### INSTRUCTIONS FOR THE TASK
Identify, in the records below, every line where the string "main" appears, and copy each such line.

Dataset entries
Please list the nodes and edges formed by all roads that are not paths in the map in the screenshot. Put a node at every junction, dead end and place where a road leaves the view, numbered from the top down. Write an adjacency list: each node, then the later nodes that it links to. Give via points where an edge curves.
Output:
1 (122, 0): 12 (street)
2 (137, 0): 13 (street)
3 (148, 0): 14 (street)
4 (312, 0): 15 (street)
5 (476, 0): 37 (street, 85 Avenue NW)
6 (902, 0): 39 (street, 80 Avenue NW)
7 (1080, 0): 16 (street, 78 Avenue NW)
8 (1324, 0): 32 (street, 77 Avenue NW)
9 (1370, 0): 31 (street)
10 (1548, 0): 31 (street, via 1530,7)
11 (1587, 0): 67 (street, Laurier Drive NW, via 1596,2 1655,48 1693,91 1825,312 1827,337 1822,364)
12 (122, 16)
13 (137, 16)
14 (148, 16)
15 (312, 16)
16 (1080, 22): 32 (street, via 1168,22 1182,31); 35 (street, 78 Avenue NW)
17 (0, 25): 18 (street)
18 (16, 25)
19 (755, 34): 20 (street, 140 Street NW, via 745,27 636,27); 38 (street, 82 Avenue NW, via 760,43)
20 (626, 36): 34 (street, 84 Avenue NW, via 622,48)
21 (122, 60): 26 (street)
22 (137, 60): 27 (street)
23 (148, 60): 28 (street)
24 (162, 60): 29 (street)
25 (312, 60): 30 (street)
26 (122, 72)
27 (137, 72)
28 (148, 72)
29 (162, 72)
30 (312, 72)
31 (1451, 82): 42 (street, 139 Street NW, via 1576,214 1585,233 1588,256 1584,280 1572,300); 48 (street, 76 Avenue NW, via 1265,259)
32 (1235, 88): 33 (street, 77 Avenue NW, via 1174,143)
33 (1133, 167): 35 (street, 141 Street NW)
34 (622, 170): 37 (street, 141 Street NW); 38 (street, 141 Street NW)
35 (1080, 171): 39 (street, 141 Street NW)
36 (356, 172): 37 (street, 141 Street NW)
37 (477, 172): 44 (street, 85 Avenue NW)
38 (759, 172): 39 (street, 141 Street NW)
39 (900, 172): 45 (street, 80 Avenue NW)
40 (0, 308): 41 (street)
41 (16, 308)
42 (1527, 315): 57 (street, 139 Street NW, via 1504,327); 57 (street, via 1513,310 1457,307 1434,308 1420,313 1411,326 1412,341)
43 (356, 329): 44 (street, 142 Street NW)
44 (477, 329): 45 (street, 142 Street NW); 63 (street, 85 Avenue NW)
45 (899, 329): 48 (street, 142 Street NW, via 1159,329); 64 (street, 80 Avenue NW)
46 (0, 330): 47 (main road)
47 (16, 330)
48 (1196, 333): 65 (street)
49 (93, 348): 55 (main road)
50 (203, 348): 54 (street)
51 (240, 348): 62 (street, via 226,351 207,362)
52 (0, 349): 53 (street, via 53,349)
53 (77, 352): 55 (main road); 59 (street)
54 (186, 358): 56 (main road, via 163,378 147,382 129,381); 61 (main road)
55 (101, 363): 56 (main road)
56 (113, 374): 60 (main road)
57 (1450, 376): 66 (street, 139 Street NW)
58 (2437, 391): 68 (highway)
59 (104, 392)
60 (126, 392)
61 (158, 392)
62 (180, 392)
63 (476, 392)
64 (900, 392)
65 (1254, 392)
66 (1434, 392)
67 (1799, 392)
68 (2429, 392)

### THE ANSWER
46 (0, 330): 47 (main road)
49 (93, 348): 55 (main road)
53 (77, 352): 55 (main road); 59 (street)
54 (186, 358): 56 (main road, via 163,378 147,382 129,381); 61 (main road)
55 (101, 363): 56 (main road)
56 (113, 374): 60 (main road)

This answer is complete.